START PROVIDED MATERIAL

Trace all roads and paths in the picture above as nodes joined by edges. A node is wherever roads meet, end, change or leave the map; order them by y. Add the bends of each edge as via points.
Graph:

END PROVIDED MATERIAL
START PROVIDED MATERIAL

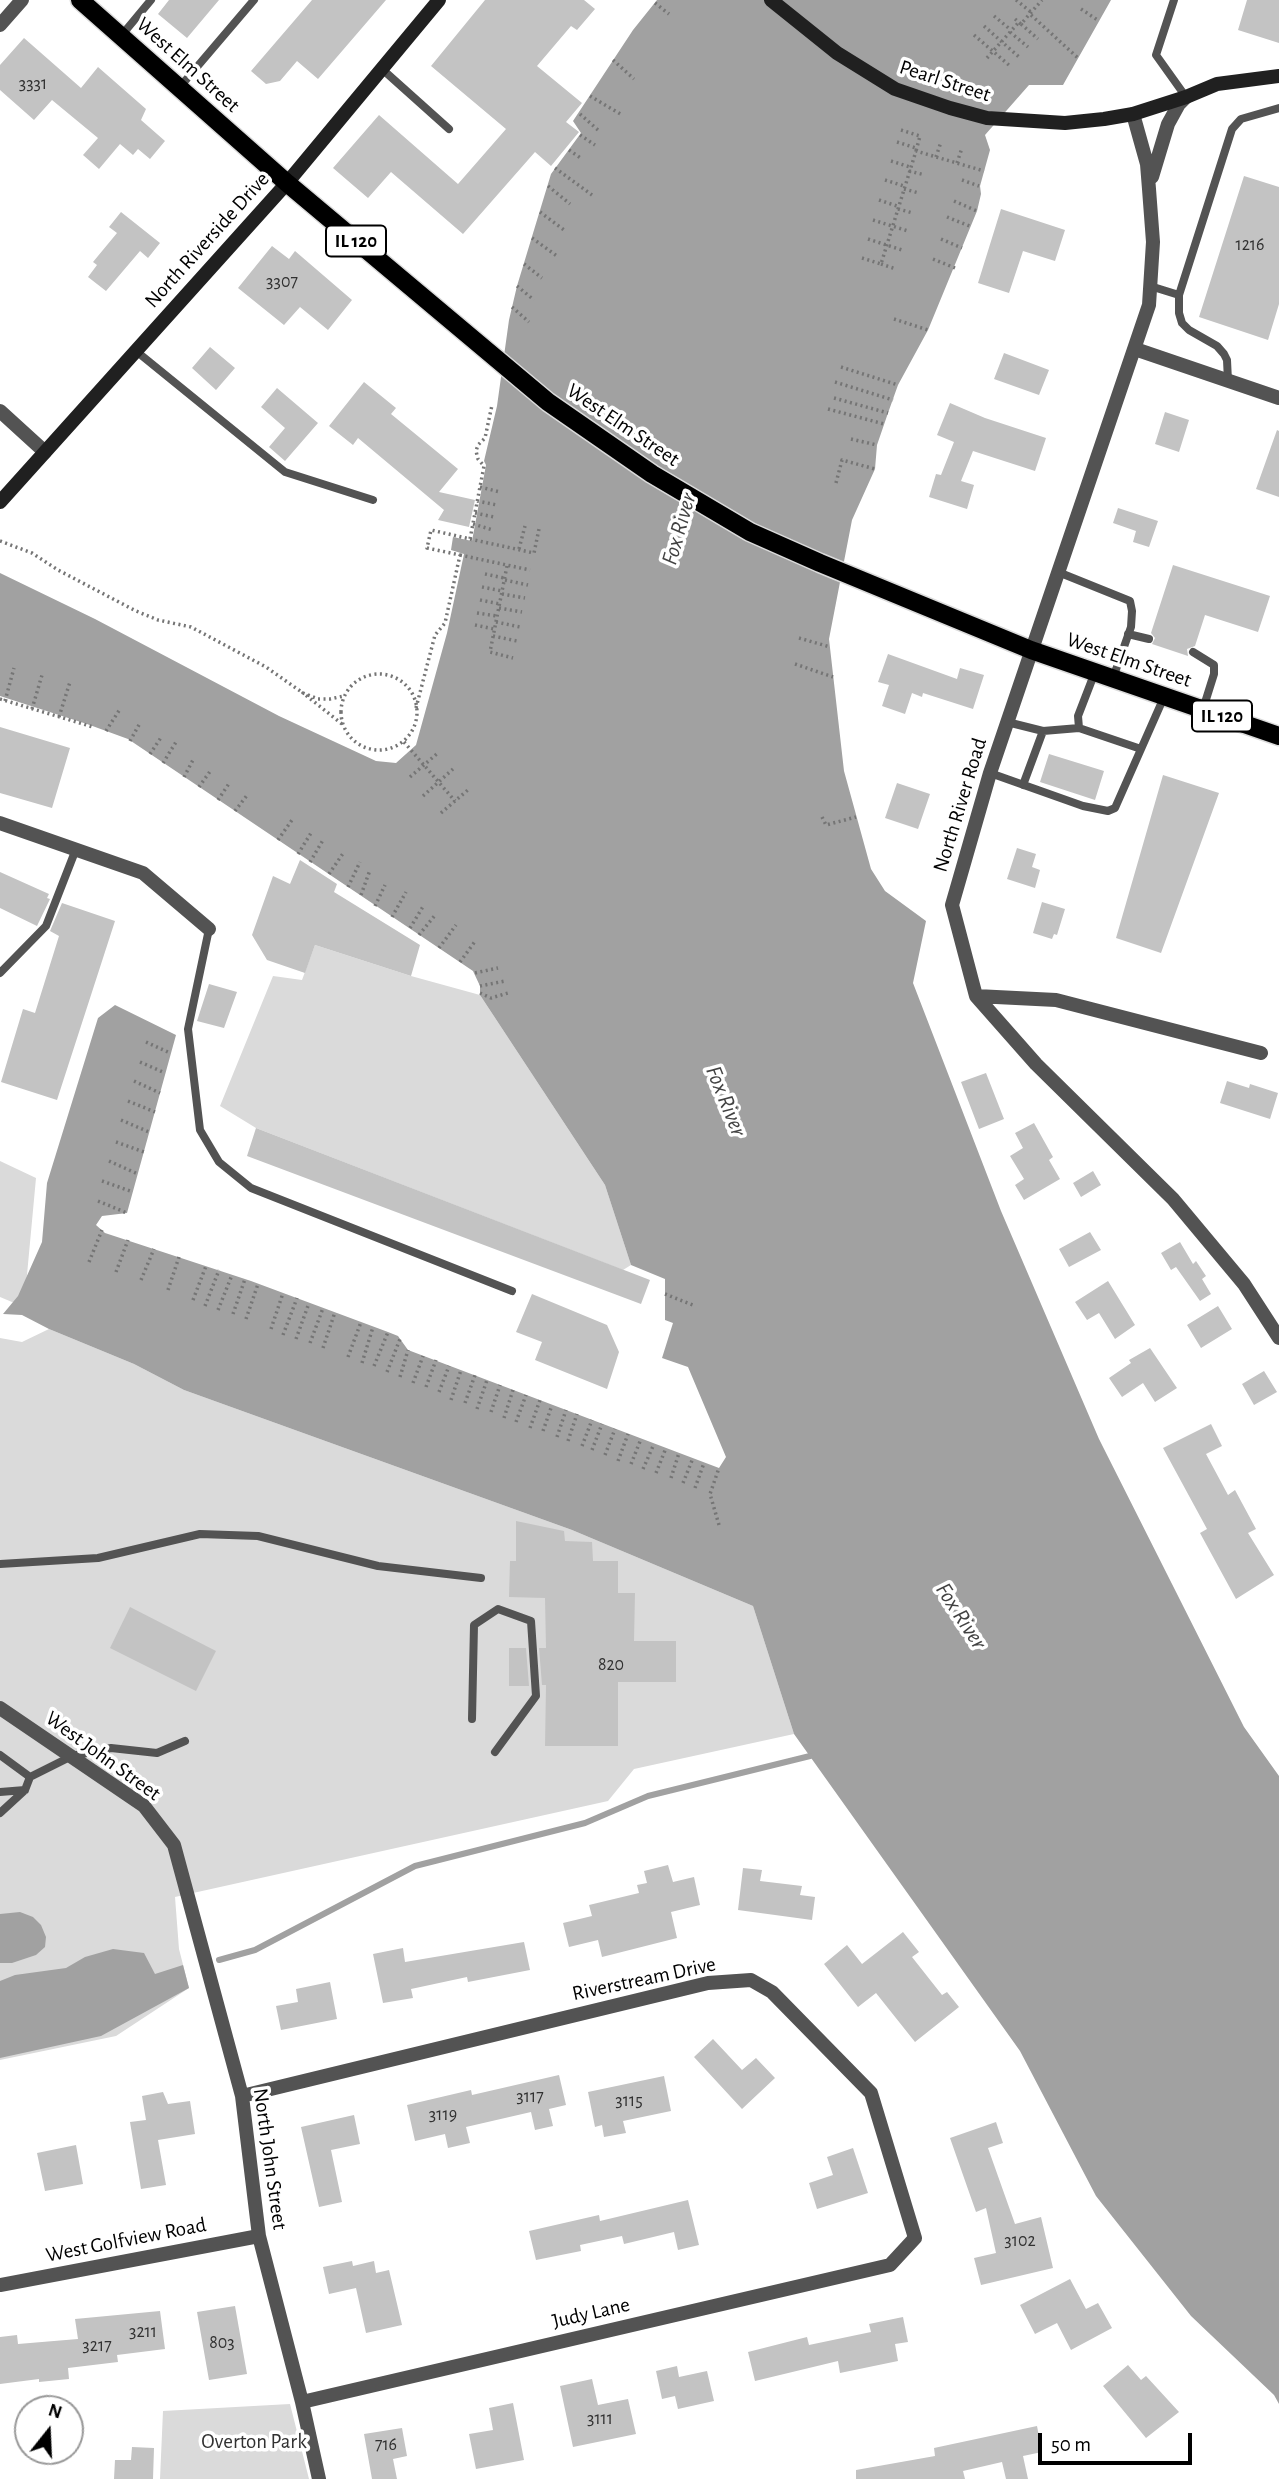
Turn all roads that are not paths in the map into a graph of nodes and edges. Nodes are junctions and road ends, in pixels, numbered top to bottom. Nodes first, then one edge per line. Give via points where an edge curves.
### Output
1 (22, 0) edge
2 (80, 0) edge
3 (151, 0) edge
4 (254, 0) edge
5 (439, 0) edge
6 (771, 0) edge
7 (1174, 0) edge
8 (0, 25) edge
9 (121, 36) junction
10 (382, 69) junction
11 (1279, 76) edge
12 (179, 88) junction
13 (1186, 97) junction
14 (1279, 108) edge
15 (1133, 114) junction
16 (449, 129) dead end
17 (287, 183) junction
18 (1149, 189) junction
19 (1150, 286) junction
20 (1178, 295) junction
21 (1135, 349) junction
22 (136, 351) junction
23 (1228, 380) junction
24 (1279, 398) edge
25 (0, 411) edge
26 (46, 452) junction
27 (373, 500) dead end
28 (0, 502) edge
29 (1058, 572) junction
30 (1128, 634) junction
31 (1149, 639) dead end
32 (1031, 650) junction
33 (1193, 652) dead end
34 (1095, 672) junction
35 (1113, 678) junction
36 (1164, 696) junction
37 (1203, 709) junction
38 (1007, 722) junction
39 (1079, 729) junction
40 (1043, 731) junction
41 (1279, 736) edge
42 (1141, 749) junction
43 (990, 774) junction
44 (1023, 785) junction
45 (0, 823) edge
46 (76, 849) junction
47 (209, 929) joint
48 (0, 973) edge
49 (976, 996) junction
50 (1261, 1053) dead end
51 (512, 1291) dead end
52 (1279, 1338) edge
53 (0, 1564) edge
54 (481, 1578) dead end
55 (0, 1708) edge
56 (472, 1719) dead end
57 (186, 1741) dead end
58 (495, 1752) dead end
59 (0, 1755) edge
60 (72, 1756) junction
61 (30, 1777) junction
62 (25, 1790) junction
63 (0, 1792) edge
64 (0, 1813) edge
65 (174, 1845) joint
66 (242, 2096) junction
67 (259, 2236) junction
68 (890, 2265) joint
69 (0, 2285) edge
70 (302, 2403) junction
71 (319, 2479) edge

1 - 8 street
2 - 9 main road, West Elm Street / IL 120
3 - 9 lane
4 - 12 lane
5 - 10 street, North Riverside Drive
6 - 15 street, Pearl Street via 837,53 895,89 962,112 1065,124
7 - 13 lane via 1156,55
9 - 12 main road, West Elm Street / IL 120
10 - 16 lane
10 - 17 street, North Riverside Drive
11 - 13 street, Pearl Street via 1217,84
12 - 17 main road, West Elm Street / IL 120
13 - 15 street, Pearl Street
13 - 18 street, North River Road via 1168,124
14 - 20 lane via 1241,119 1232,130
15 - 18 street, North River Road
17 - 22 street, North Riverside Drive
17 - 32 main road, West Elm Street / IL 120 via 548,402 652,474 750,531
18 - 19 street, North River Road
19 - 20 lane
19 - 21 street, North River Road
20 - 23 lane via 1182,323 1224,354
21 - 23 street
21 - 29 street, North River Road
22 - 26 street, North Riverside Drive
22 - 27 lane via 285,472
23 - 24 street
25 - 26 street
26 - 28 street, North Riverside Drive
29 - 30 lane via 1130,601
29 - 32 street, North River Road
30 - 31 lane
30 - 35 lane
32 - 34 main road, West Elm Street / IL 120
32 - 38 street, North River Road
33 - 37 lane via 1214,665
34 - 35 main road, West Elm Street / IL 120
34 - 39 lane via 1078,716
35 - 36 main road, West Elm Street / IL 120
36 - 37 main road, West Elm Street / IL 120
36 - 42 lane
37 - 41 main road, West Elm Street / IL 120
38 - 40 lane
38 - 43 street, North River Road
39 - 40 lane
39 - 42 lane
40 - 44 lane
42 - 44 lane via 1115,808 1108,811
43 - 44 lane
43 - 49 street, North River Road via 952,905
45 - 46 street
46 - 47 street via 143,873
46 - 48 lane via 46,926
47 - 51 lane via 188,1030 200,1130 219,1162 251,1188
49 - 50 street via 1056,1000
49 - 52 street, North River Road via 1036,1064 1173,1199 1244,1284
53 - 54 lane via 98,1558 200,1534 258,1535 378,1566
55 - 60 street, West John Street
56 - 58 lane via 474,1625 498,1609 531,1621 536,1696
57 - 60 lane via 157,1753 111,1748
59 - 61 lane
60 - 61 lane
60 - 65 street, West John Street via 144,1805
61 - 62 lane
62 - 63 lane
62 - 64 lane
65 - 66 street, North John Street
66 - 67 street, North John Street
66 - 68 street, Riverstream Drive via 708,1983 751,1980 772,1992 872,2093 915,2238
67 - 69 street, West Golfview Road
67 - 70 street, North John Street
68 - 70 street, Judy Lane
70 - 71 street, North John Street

END PROVIDED MATERIAL
START PROVIDED MATERIAL

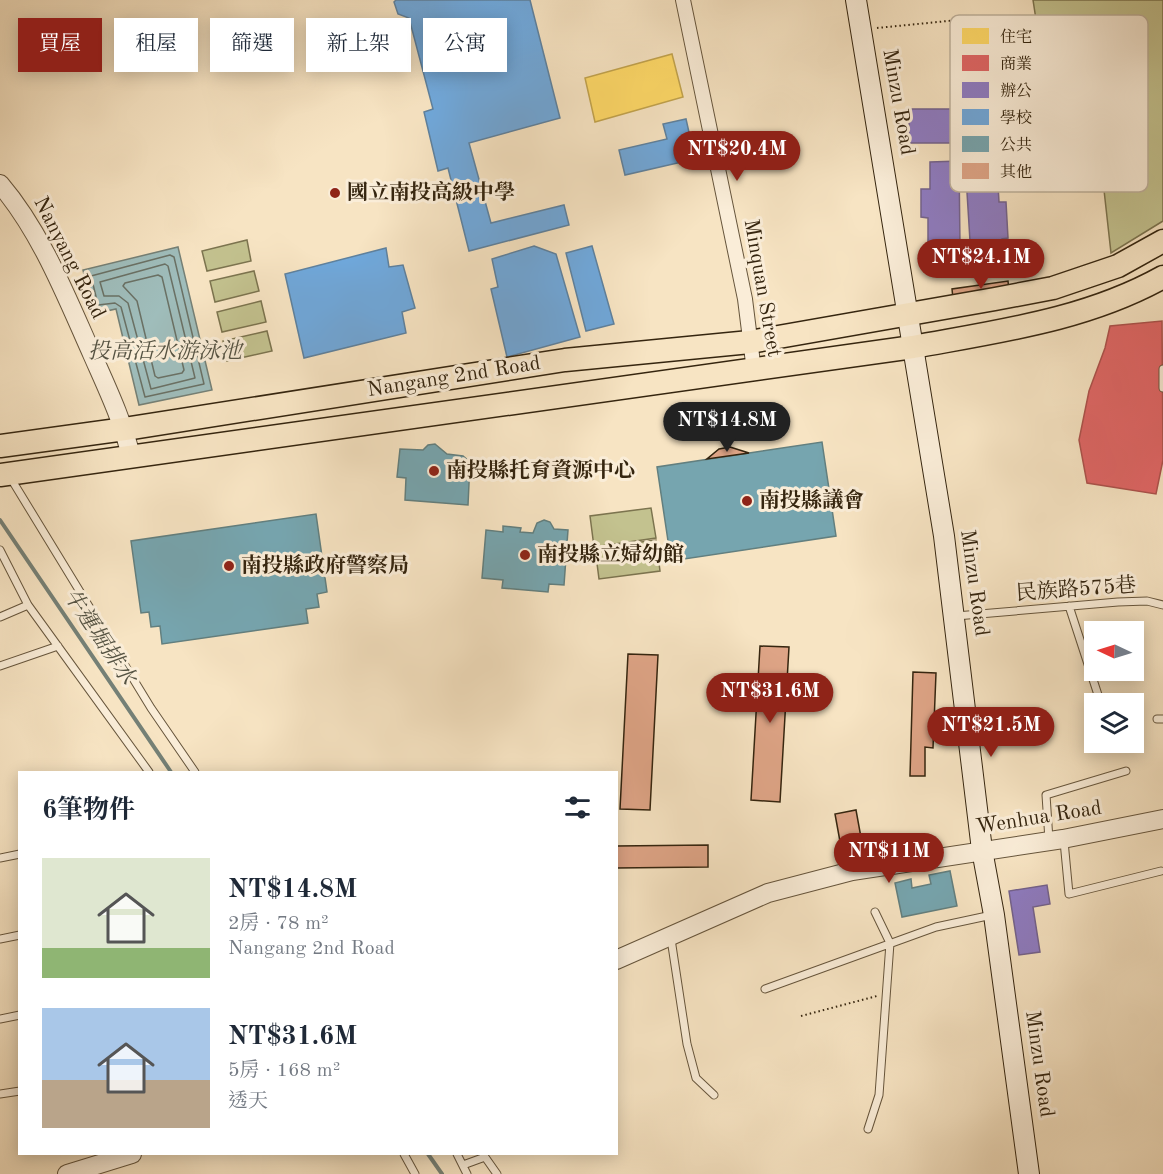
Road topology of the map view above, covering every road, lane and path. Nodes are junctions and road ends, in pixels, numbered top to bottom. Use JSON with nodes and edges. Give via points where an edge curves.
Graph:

END PROVIDED MATERIAL

YOUR TASK
Report every line of the material above in which "numbered" appears.

EXERCISE RESPONSE
Turn all roads that are not paths in the map into a graph of nodes and edges. Nodes are junctions and road ends, in pixels, numbered top to bottom. Nodes first, then one edge per line. Give via points where an edge curves.
Road topology of the map view above, covering every road, lane and path. Nodes are junctions and road ends, in pixels, numbered top to bottom. Use JSON with nodes and edges. Give via points where an edge curves.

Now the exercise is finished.